- **WHAT THE TASK REQUIRES**
For the string "from", count the lines in the records below that contain it. Answer with that number alone.

- **MATERIALS PROVIDED**
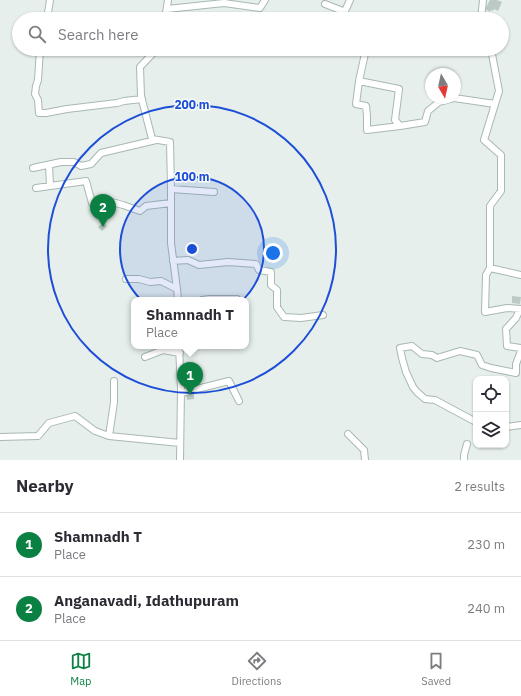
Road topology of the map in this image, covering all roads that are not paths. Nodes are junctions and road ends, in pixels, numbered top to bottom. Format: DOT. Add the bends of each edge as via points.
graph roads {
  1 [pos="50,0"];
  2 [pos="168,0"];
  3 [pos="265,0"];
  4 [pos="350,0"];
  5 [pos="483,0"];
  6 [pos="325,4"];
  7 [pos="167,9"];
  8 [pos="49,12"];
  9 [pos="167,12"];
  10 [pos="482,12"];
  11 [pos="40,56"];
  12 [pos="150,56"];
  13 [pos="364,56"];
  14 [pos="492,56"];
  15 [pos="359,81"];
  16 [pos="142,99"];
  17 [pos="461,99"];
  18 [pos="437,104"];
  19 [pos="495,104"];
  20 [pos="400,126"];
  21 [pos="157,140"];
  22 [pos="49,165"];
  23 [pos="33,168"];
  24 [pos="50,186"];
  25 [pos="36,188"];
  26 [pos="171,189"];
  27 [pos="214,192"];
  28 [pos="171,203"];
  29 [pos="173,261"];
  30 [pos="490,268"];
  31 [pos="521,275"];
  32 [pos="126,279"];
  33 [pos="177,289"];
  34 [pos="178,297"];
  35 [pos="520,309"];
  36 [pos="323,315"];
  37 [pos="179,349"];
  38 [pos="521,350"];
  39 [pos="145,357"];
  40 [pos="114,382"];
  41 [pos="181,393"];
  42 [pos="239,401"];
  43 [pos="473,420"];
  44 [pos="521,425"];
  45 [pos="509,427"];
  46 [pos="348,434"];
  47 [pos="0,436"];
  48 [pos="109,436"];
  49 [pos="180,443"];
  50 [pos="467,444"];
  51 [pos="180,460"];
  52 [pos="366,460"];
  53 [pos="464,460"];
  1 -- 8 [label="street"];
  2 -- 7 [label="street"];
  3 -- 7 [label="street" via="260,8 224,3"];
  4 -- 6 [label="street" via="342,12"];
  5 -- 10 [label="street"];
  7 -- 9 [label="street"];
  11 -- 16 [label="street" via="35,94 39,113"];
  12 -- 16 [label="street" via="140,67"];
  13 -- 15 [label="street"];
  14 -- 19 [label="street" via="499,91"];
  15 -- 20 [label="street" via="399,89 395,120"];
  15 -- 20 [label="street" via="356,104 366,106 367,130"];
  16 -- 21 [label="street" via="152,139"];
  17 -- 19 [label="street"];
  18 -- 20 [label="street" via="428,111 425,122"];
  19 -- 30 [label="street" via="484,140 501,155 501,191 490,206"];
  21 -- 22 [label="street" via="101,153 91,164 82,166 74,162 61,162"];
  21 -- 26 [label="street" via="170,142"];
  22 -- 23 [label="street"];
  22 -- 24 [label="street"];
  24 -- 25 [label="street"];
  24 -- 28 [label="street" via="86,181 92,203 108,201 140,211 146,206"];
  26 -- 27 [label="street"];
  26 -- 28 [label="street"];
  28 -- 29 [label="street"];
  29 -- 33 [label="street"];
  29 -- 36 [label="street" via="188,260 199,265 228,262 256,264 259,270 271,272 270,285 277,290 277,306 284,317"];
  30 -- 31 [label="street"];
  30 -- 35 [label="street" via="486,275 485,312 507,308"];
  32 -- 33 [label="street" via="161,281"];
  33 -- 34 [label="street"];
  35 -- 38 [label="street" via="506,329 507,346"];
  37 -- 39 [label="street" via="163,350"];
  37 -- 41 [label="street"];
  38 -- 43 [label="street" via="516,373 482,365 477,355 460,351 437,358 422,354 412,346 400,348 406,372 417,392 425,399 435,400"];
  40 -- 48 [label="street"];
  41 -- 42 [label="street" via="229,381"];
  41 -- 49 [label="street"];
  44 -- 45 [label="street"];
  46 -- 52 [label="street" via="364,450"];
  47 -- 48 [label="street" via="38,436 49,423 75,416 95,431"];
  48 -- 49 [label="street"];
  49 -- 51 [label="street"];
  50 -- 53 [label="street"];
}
--
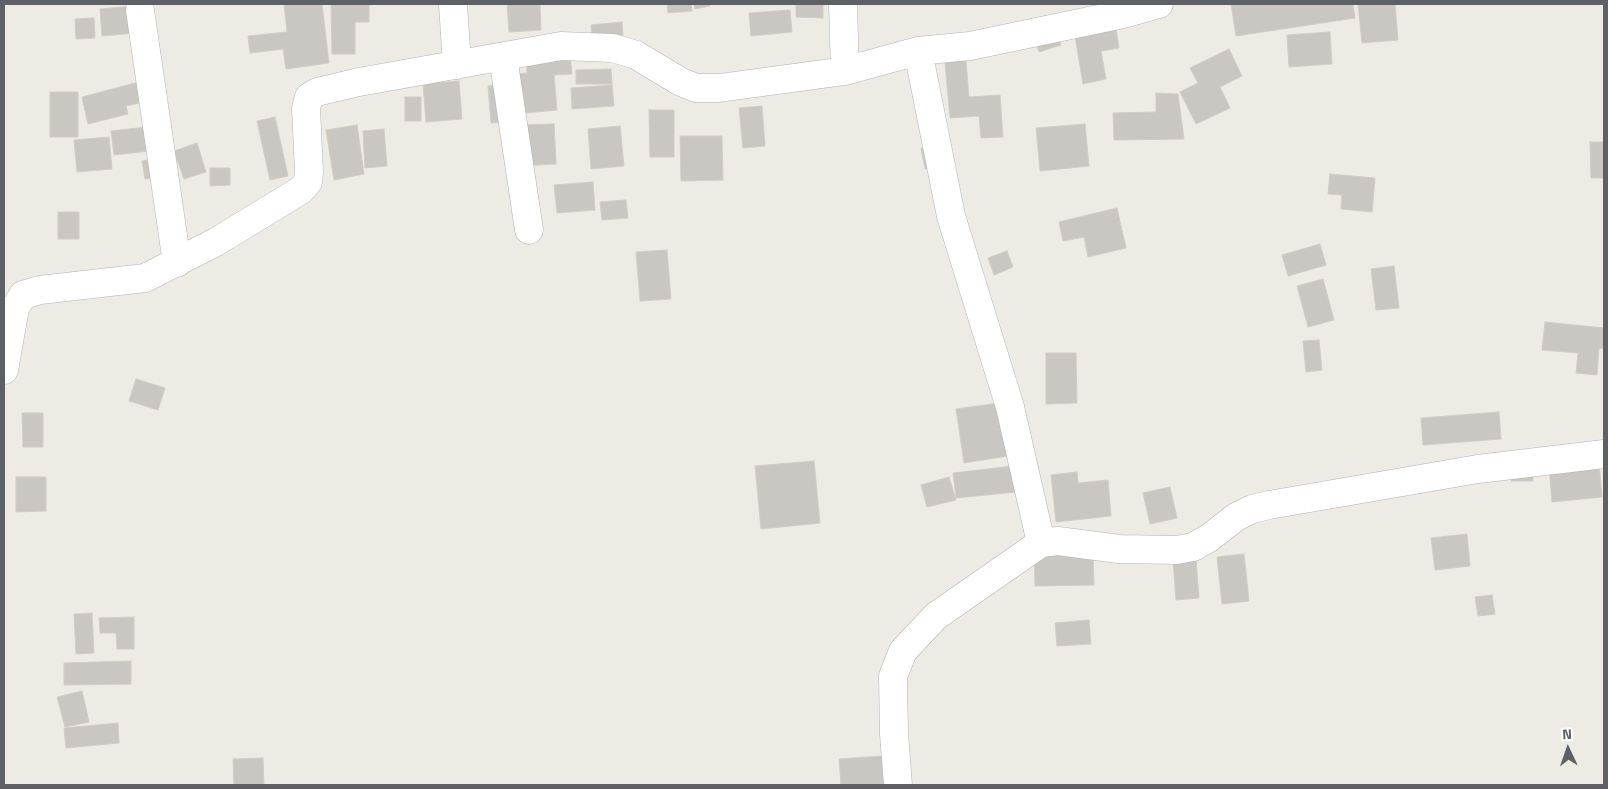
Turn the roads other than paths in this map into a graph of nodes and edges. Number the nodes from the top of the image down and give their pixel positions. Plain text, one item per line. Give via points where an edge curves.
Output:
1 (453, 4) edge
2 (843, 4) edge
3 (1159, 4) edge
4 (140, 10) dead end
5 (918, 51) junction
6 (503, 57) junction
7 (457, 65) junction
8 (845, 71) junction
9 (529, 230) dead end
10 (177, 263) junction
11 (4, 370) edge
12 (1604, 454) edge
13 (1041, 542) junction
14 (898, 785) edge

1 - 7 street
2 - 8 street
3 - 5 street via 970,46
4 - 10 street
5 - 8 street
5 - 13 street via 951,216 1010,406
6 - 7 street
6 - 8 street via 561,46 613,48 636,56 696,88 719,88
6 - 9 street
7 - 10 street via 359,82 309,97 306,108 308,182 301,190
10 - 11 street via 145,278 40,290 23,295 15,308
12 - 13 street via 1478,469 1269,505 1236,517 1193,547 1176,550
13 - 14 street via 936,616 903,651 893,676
* * *
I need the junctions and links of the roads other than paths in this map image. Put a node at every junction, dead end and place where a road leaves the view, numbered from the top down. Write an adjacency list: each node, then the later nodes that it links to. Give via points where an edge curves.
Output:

- **ANSWER TO THIS EXERCISE**
2